*** Opening SOURCE MATERIAL ***

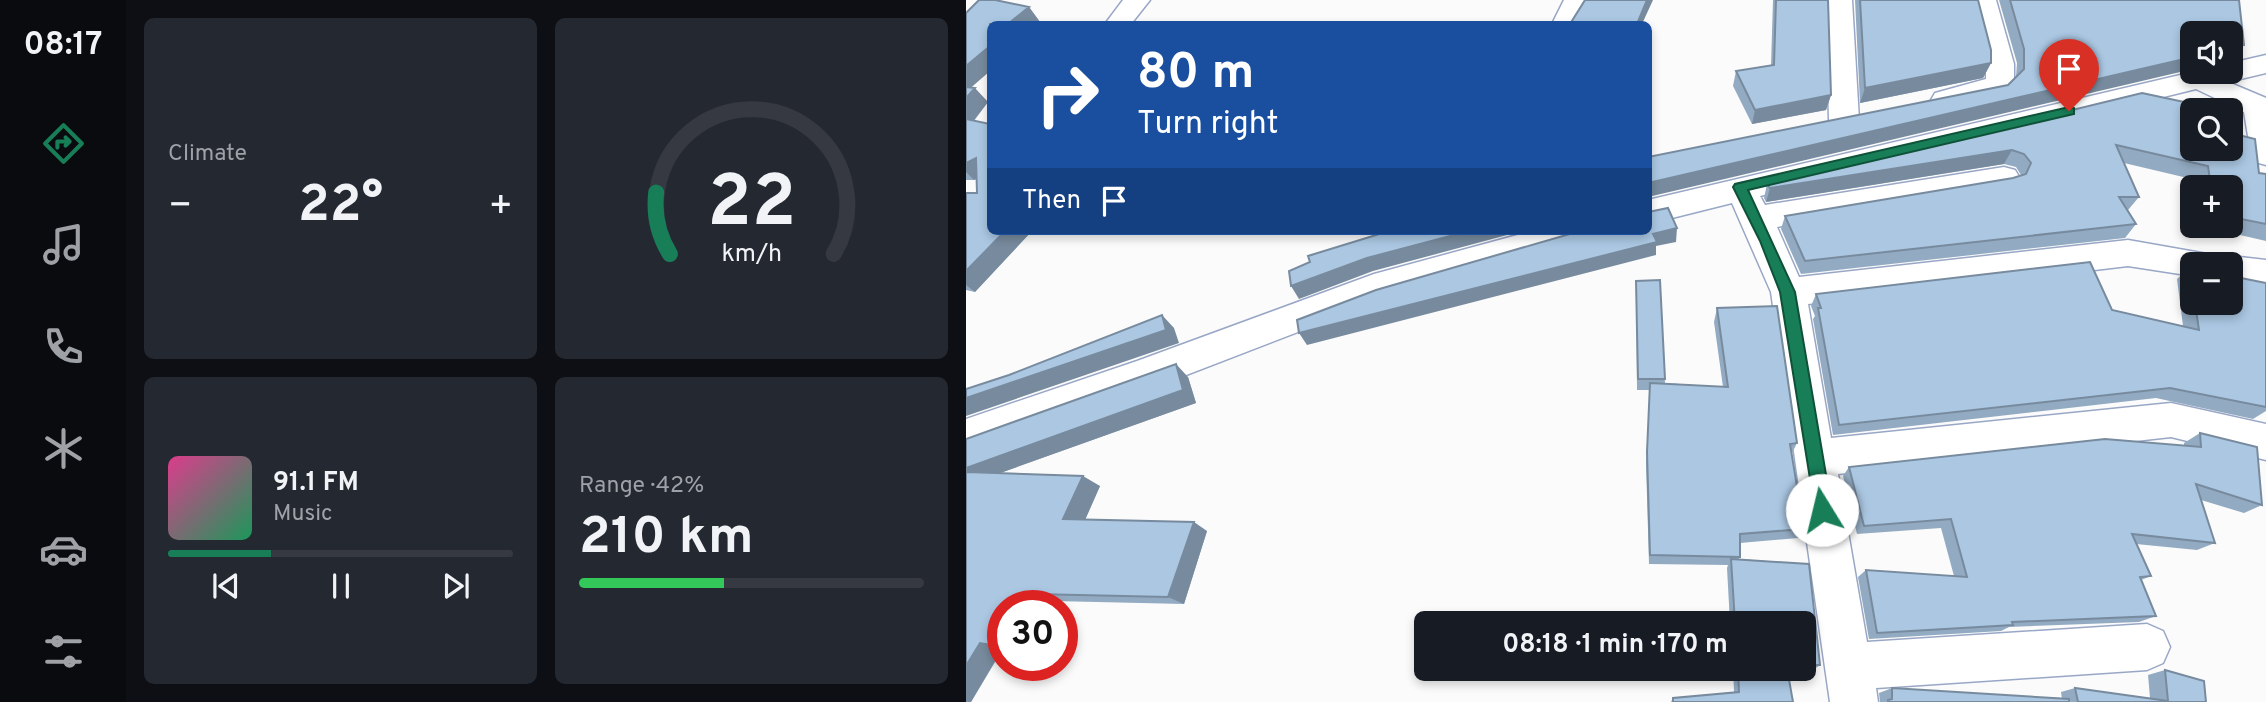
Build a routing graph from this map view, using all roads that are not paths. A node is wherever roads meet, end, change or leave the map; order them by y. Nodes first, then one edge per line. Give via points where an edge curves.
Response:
1 (1137, 0) edge
2 (1577, 0) edge
3 (1839, 0) edge
4 (1983, 0) edge
5 (1120, 21) edge
6 (1566, 21) edge
7 (2266, 64) edge
8 (2243, 70) edge
9 (2185, 84) edge
10 (2209, 84) edge
11 (1919, 106) edge
12 (2262, 109) edge
13 (1844, 120) edge
14 (2266, 154) edge
15 (2004, 178) edge
16 (1748, 203) junction
17 (1652, 212) edge
18 (1547, 235) edge
19 (1509, 240) edge
20 (2180, 261) edge
21 (2243, 271) edge
22 (2266, 274) edge
23 (1788, 292) junction
24 (966, 437) edge
25 (2266, 442) edge
26 (1814, 458) junction
27 (2147, 647) dead end
28 (1851, 684) edge

1 - 5 street
2 - 6 street
3 - 13 street
4 - 11 street via 2000,64 2000,82 1990,90
7 - 8 street
9 - 16 street
10 - 12 street
12 - 14 street
15 - 16 street via 1820,205
16 - 17 street
16 - 23 street
18 - 19 street
19 - 24 street
20 - 23 street via 2128,254
21 - 22 street
23 - 26 street
25 - 26 street via 2171,420
26 - 28 street
27 - 28 street

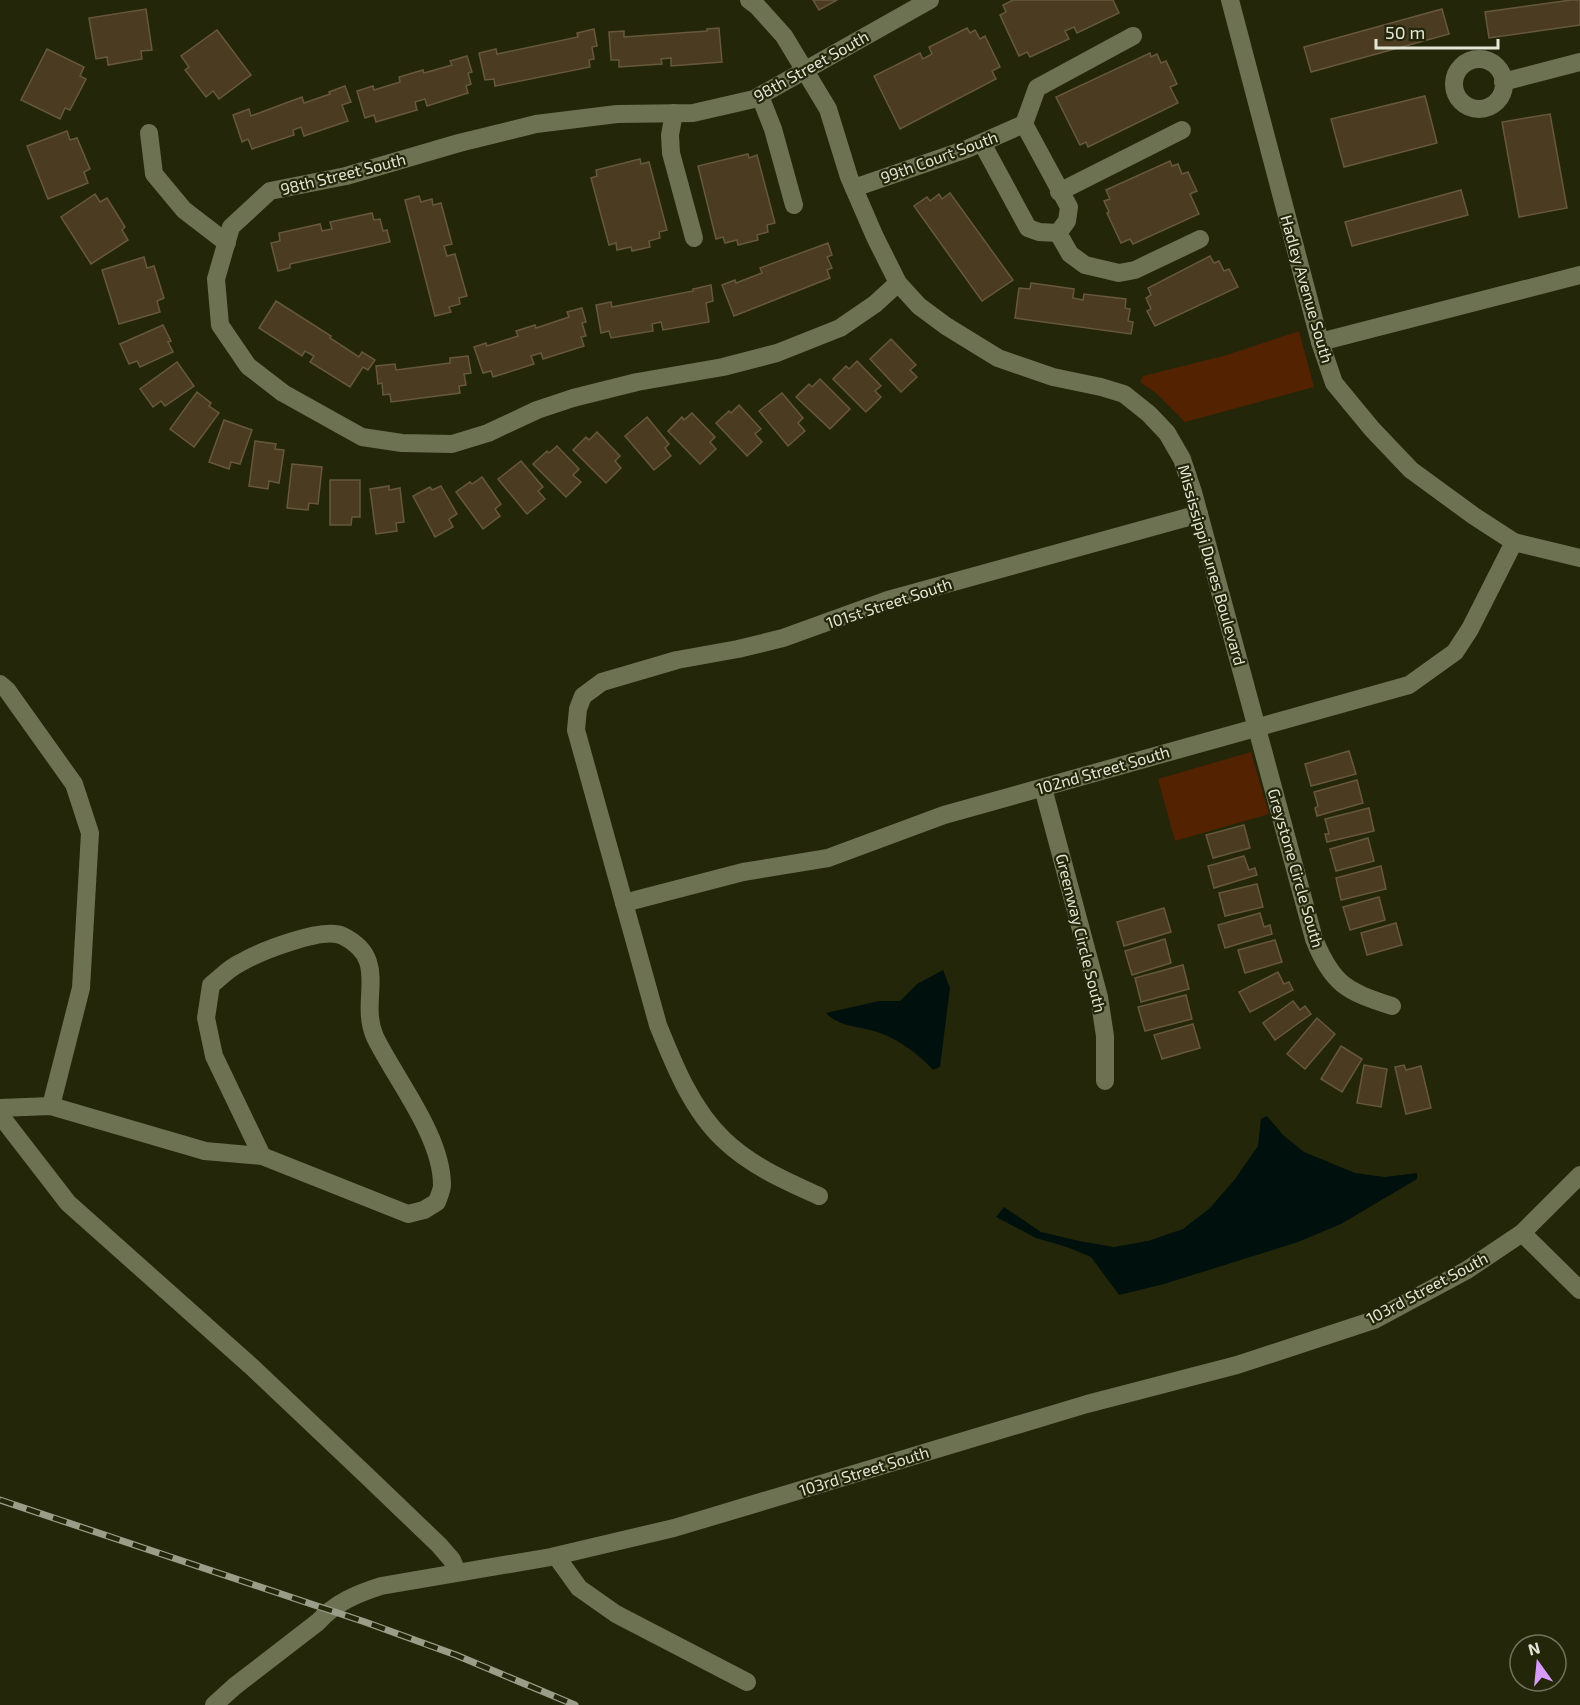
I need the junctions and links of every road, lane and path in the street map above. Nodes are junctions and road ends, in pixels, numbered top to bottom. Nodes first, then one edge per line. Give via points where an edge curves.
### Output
1 (749, 0) edge
2 (930, 0) edge
3 (1230, 0) edge
4 (1132, 36) dead end
5 (1580, 62) edge
6 (805, 69) junction
7 (1503, 82) dead end
8 (760, 96) junction
9 (674, 113) junction
10 (1024, 124) junction
11 (1182, 130) dead end
12 (149, 133) dead end
13 (982, 143) junction
14 (854, 188) junction
15 (1059, 192) junction
16 (794, 205) dead end
17 (1058, 233) junction
18 (694, 238) dead end
19 (1200, 239) dead end
20 (227, 243) junction
21 (1580, 275) edge
22 (898, 284) junction
23 (1320, 342) junction
24 (1199, 514) junction
25 (1514, 542) junction
26 (1580, 558) edge
27 (0, 683) edge
28 (1257, 727) junction
29 (1043, 788) junction
30 (624, 903) junction
31 (1392, 1006) dead end
32 (1105, 1081) dead end
33 (51, 1106) junction
34 (0, 1108) edge
35 (0, 1115) edge
36 (262, 1156) junction
37 (1580, 1175) edge
38 (819, 1196) dead end
39 (1522, 1233) junction
40 (1580, 1290) edge
41 (556, 1556) junction
42 (457, 1572) junction
43 (747, 1682) dead end
44 (214, 1705) edge

1 - 6 street, Mississippi Dunes Boulevard via 784,36
2 - 6 street, 98th Street South
3 - 23 street, Hadley Avenue South
4 - 10 street via 1037,88
5 - 7 street
6 - 8 street, 98th Street South
6 - 14 street, Mississippi Dunes Boulevard via 828,109
8 - 9 street, 98th Street South via 693,113
8 - 16 street
9 - 18 street via 671,153
9 - 20 street, 98th Street South via 617,114 536,124 346,176 270,191 231,227
10 - 13 street, 99th Court South
10 - 15 street
11 - 15 street
12 - 20 street via 153,174 184,210
13 - 14 street, 99th Court South
13 - 17 street via 1028,228
14 - 22 street, Mississippi Dunes Boulevard
15 - 17 street via 1069,207 1067,221
17 - 19 street via 1070,254 1085,266 1119,273 1135,270
20 - 22 street, 98th Street South via 216,279 220,325 248,366 283,393 362,437 402,443 452,444 573,398 777,353 840,328
21 - 23 street
22 - 24 street, Mississippi Dunes Boulevard via 946,326 998,358 1053,377 1124,394 1167,433 1182,459
23 - 25 street, Hadley Avenue South via 1334,383 1411,470
24 - 28 street, Mississippi Dunes Boulevard
24 - 30 street, 101st Street South via 888,600 783,638 677,660 602,682 583,696 576,730
25 - 26 street, Hadley Avenue South
25 - 28 street, 102nd Street South via 1455,652 1428,672 1409,685
27 - 33 street via 74,784 90,833 81,988
28 - 29 street, 102nd Street South
28 - 31 street, Greystone Circle South via 1314,939 1325,964 1358,995
29 - 30 street, 102nd Street South via 944,815 828,858 743,872
29 - 32 street, Greenway Circle South via 1099,997 1105,1036
30 - 38 street via 658,1025 674,1066 700,1112 723,1140 763,1169
33 - 34 street
33 - 36 street via 205,1151
35 - 42 street via 68,1203 366,1475 439,1545
36 - 36 street via 408,1214 437,1202 442,1187 439,1160 427,1130 374,1034 370,1014 371,970 365,952 341,934 309,935 238,963 211,985 206,1018 214,1056
37 - 39 street, 103rd Street South
39 - 40 street
39 - 41 street, 103rd Street South via 1467,1270 1374,1320 1237,1365 1087,1404 674,1528
41 - 42 street, 103rd Street South
41 - 43 street via 579,1588 616,1614
42 - 44 street, 103rd Street South via 355,1594 329,1610

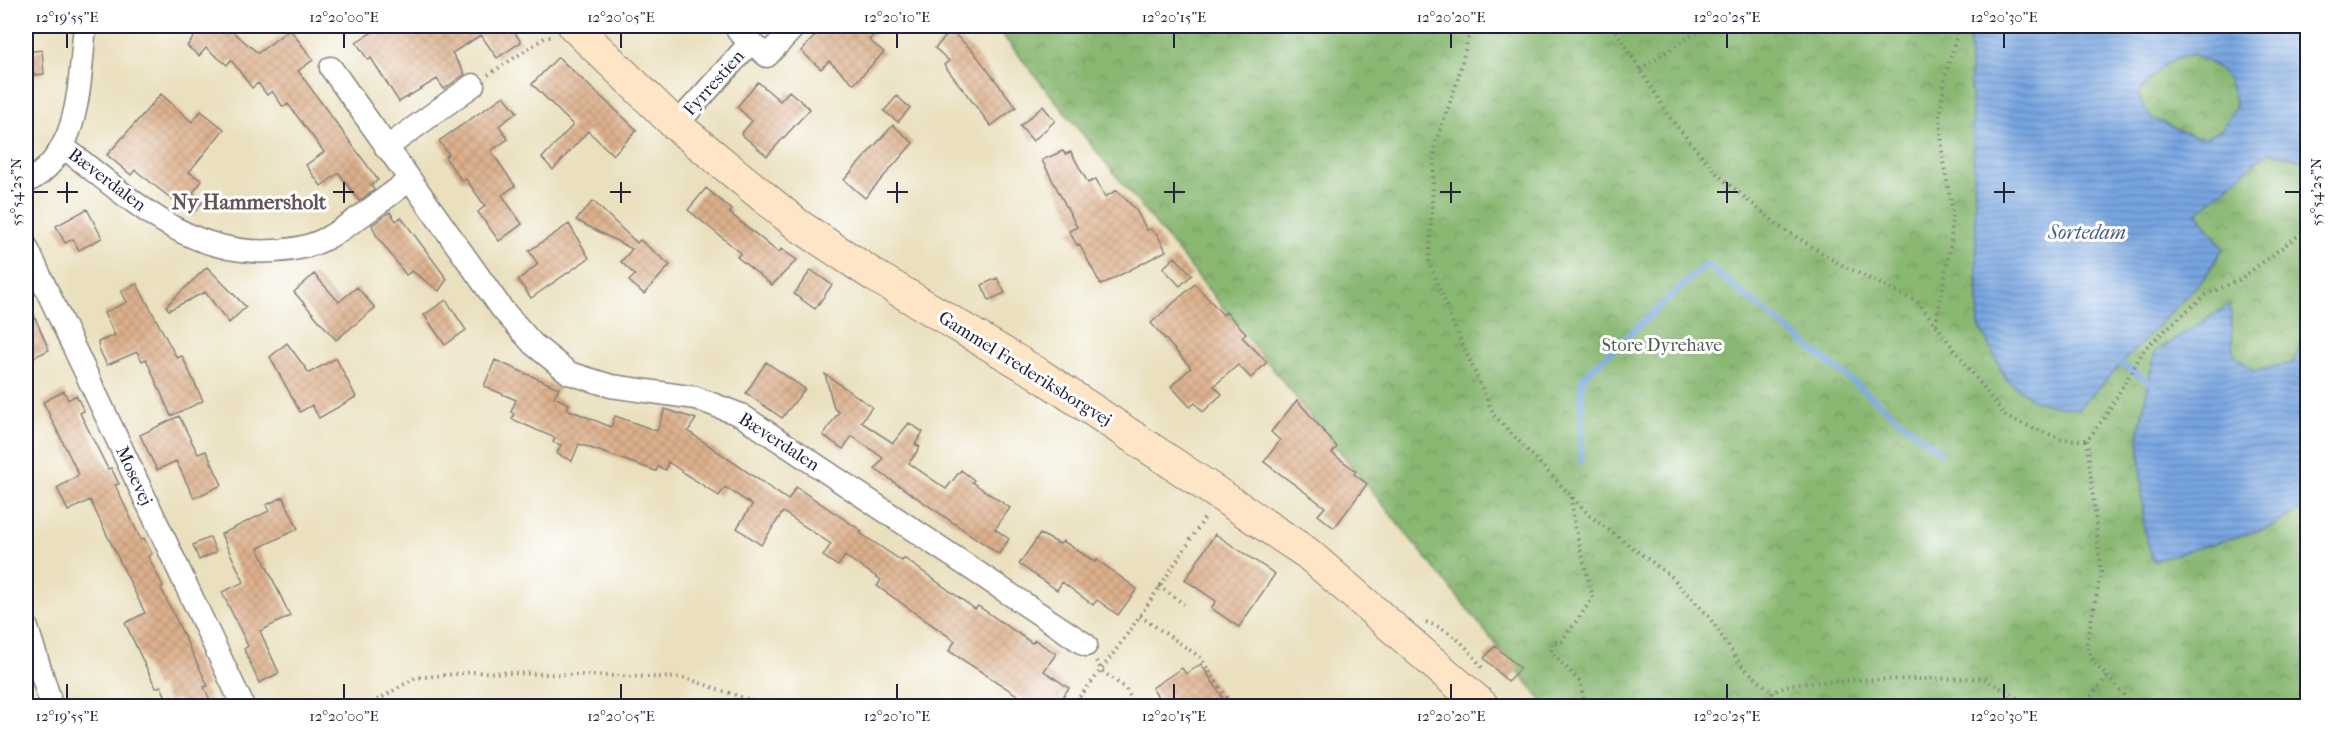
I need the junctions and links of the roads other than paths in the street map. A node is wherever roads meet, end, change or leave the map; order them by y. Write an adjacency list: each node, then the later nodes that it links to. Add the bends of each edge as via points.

*** Closing SOURCE MATERIAL ***

* [WORK TO BE COMPLETED]: Without the pictures, return all the records precisely as they stand.

* [RESPONSE TO THE EXERCISE]:
Build a routing graph from this map view, using all roads that are not paths. A node is wherever roads meet, end, change or leave the map; order them by y. Nodes first, then one edge per line. Give via points where an edge curves.
Response:
1 (1137, 0) edge
2 (1577, 0) edge
3 (1839, 0) edge
4 (1983, 0) edge
5 (1120, 21) edge
6 (1566, 21) edge
7 (2266, 64) edge
8 (2243, 70) edge
9 (2185, 84) edge
10 (2209, 84) edge
11 (1919, 106) edge
12 (2262, 109) edge
13 (1844, 120) edge
14 (2266, 154) edge
15 (2004, 178) edge
16 (1748, 203) junction
17 (1652, 212) edge
18 (1547, 235) edge
19 (1509, 240) edge
20 (2180, 261) edge
21 (2243, 271) edge
22 (2266, 274) edge
23 (1788, 292) junction
24 (966, 437) edge
25 (2266, 442) edge
26 (1814, 458) junction
27 (2147, 647) dead end
28 (1851, 684) edge

1 - 5 street
2 - 6 street
3 - 13 street
4 - 11 street via 2000,64 2000,82 1990,90
7 - 8 street
9 - 16 street
10 - 12 street
12 - 14 street
15 - 16 street via 1820,205
16 - 17 street
16 - 23 street
18 - 19 street
19 - 24 street
20 - 23 street via 2128,254
21 - 22 street
23 - 26 street
25 - 26 street via 2171,420
26 - 28 street
27 - 28 street

I need the junctions and links of every road, lane and path in the street map above. Nodes are junctions and road ends, in pixels, numbered top to bottom. Nodes first, then one edge per line. Give via points where an edge curves.
### Output
1 (749, 0) edge
2 (930, 0) edge
3 (1230, 0) edge
4 (1132, 36) dead end
5 (1580, 62) edge
6 (805, 69) junction
7 (1503, 82) dead end
8 (760, 96) junction
9 (674, 113) junction
10 (1024, 124) junction
11 (1182, 130) dead end
12 (149, 133) dead end
13 (982, 143) junction
14 (854, 188) junction
15 (1059, 192) junction
16 (794, 205) dead end
17 (1058, 233) junction
18 (694, 238) dead end
19 (1200, 239) dead end
20 (227, 243) junction
21 (1580, 275) edge
22 (898, 284) junction
23 (1320, 342) junction
24 (1199, 514) junction
25 (1514, 542) junction
26 (1580, 558) edge
27 (0, 683) edge
28 (1257, 727) junction
29 (1043, 788) junction
30 (624, 903) junction
31 (1392, 1006) dead end
32 (1105, 1081) dead end
33 (51, 1106) junction
34 (0, 1108) edge
35 (0, 1115) edge
36 (262, 1156) junction
37 (1580, 1175) edge
38 (819, 1196) dead end
39 (1522, 1233) junction
40 (1580, 1290) edge
41 (556, 1556) junction
42 (457, 1572) junction
43 (747, 1682) dead end
44 (214, 1705) edge

1 - 6 street, Mississippi Dunes Boulevard via 784,36
2 - 6 street, 98th Street South
3 - 23 street, Hadley Avenue South
4 - 10 street via 1037,88
5 - 7 street
6 - 8 street, 98th Street South
6 - 14 street, Mississippi Dunes Boulevard via 828,109
8 - 9 street, 98th Street South via 693,113
8 - 16 street
9 - 18 street via 671,153
9 - 20 street, 98th Street South via 617,114 536,124 346,176 270,191 231,227
10 - 13 street, 99th Court South
10 - 15 street
11 - 15 street
12 - 20 street via 153,174 184,210
13 - 14 street, 99th Court South
13 - 17 street via 1028,228
14 - 22 street, Mississippi Dunes Boulevard
15 - 17 street via 1069,207 1067,221
17 - 19 street via 1070,254 1085,266 1119,273 1135,270
20 - 22 street, 98th Street South via 216,279 220,325 248,366 283,393 362,437 402,443 452,444 573,398 777,353 840,328
21 - 23 street
22 - 24 street, Mississippi Dunes Boulevard via 946,326 998,358 1053,377 1124,394 1167,433 1182,459
23 - 25 street, Hadley Avenue South via 1334,383 1411,470
24 - 28 street, Mississippi Dunes Boulevard
24 - 30 street, 101st Street South via 888,600 783,638 677,660 602,682 583,696 576,730
25 - 26 street, Hadley Avenue South
25 - 28 street, 102nd Street South via 1455,652 1428,672 1409,685
27 - 33 street via 74,784 90,833 81,988
28 - 29 street, 102nd Street South
28 - 31 street, Greystone Circle South via 1314,939 1325,964 1358,995
29 - 30 street, 102nd Street South via 944,815 828,858 743,872
29 - 32 street, Greenway Circle South via 1099,997 1105,1036
30 - 38 street via 658,1025 674,1066 700,1112 723,1140 763,1169
33 - 34 street
33 - 36 street via 205,1151
35 - 42 street via 68,1203 366,1475 439,1545
36 - 36 street via 408,1214 437,1202 442,1187 439,1160 427,1130 374,1034 370,1014 371,970 365,952 341,934 309,935 238,963 211,985 206,1018 214,1056
37 - 39 street, 103rd Street South
39 - 40 street
39 - 41 street, 103rd Street South via 1467,1270 1374,1320 1237,1365 1087,1404 674,1528
41 - 42 street, 103rd Street South
41 - 43 street via 579,1588 616,1614
42 - 44 street, 103rd Street South via 355,1594 329,1610

I need the junctions and links of the roads other than paths in the street map. A node is wherever roads meet, end, change or leave the map; order them by y. Write an adjacency list: each node, then the later nodes that it links to. Add the bends of each edge as via points.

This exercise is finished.